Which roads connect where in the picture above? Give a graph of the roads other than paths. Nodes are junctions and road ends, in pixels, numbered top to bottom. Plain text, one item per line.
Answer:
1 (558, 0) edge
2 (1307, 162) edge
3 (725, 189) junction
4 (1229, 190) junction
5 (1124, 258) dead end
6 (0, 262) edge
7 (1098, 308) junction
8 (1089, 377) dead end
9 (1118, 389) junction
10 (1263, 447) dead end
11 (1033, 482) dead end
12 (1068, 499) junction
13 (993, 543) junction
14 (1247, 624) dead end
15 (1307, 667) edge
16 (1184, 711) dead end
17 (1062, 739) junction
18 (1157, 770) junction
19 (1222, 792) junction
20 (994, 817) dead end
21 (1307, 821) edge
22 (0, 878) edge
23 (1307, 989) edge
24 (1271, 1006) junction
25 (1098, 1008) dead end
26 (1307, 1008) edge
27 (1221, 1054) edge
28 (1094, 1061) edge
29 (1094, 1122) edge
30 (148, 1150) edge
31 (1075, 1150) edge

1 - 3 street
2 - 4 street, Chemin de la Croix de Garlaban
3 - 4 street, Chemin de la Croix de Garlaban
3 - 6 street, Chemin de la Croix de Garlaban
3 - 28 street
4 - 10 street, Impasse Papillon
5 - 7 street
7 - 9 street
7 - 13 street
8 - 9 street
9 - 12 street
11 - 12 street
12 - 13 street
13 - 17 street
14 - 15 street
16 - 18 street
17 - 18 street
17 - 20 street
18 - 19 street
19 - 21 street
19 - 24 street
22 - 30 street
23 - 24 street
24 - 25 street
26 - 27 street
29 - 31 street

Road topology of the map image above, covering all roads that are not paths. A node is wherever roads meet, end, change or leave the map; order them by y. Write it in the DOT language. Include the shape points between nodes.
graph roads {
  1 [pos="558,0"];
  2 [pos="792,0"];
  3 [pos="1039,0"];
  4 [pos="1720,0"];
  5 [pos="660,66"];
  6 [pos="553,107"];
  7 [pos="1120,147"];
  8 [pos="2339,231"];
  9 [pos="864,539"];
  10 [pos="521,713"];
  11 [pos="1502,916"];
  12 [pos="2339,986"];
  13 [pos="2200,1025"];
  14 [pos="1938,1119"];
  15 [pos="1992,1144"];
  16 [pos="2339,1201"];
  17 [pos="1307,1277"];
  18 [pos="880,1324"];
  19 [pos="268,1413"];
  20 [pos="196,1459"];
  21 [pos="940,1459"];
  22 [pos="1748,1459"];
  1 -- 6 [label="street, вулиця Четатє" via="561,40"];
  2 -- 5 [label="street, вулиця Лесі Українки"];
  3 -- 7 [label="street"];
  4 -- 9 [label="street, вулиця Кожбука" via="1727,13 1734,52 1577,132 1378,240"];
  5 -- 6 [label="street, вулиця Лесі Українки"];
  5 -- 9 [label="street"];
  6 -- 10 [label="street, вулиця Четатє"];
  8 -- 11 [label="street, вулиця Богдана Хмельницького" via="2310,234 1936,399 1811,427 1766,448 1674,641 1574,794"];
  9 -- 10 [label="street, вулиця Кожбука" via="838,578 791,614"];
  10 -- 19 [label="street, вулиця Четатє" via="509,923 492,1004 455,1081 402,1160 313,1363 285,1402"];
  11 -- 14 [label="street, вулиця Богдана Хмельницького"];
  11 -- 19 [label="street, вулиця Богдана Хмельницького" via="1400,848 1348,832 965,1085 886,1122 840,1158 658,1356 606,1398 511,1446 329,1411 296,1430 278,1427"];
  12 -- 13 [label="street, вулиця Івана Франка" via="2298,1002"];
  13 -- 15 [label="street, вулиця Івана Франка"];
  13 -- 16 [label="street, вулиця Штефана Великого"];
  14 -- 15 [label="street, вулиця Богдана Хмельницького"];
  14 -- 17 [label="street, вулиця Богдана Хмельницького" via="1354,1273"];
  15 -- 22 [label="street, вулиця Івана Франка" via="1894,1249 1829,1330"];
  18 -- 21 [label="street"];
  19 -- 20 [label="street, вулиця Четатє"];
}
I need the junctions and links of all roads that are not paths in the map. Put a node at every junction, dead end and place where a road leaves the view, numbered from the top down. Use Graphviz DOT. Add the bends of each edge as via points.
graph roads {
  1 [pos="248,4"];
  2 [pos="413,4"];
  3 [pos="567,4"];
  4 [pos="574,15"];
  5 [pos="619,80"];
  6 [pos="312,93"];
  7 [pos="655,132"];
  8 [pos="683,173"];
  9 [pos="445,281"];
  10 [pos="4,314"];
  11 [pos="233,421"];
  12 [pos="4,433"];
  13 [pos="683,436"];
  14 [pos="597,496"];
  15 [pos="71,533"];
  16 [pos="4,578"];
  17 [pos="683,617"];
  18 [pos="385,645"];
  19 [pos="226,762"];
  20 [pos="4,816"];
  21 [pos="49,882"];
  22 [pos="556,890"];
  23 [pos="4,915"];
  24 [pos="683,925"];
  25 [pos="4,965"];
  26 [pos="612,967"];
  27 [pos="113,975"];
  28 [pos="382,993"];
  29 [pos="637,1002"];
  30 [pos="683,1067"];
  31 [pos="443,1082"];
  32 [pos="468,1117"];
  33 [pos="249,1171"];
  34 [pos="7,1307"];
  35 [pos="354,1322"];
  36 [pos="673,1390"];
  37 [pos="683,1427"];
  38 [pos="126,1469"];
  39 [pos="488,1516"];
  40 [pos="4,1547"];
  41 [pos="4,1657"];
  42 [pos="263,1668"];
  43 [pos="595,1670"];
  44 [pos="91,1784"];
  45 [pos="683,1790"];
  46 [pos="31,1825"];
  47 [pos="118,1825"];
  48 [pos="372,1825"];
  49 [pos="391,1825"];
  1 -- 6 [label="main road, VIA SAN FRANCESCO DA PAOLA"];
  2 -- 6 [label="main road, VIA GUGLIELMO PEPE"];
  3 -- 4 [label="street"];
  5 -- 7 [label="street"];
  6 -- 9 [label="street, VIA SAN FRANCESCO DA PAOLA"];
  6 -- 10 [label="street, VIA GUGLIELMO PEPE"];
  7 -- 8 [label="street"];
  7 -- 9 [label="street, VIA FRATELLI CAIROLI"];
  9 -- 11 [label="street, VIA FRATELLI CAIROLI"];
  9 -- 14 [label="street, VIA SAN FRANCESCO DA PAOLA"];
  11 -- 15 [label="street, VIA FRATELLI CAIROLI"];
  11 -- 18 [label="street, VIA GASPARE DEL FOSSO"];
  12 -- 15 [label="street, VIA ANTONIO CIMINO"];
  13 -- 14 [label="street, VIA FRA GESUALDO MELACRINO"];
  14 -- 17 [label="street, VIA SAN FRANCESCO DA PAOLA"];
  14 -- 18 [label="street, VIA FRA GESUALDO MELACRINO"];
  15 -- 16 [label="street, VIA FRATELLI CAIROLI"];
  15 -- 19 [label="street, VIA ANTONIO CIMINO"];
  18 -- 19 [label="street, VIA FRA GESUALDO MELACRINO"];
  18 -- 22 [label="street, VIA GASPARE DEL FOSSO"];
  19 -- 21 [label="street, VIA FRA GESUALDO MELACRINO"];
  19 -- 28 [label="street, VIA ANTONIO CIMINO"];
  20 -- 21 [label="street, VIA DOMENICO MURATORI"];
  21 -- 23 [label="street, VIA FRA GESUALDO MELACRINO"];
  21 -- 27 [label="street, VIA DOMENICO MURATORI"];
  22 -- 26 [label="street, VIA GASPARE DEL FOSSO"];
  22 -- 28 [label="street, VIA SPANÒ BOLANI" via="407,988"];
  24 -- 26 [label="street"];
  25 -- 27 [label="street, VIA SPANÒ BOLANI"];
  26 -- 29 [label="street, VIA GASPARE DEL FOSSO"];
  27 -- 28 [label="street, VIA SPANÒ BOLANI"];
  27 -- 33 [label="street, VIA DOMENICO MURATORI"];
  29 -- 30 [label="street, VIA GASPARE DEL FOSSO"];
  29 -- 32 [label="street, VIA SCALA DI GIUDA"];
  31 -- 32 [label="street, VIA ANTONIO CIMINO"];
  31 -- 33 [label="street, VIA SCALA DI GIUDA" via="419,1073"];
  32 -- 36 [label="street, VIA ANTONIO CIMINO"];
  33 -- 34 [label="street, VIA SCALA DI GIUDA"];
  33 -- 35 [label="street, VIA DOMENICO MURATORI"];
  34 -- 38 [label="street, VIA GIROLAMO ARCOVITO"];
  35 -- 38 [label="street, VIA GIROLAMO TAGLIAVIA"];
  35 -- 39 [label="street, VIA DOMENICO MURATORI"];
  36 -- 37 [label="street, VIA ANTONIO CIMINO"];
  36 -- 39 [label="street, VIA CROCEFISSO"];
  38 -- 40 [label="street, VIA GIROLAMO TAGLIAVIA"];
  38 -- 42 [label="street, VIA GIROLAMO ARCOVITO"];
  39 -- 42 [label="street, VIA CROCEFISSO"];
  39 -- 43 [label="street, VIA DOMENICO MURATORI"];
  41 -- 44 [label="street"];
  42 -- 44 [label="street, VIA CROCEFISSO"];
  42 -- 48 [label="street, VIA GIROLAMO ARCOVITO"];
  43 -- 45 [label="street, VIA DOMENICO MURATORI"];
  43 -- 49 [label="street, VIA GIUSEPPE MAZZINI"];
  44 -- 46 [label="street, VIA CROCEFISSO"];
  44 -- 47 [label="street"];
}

= = = = = = =

** EXERCISE REQUIREMENTS **
Search the data for the word "Богдана" and copy each line where it appears.

** ANSWER TO THE EXERCISE **
  8 -- 11 [label="street, вулиця Богдана Хмельницького" via="2310,234 1936,399 1811,427 1766,448 1674,641 1574,794"];
  11 -- 14 [label="street, вулиця Богдана Хмельницького"];
  11 -- 19 [label="street, вулиця Богдана Хмельницького" via="1400,848 1348,832 965,1085 886,1122 840,1158 658,1356 606,1398 511,1446 329,1411 296,1430 278,1427"];
  14 -- 15 [label="street, вулиця Богдана Хмельницького"];
  14 -- 17 [label="street, вулиця Богдана Хмельницького" via="1354,1273"];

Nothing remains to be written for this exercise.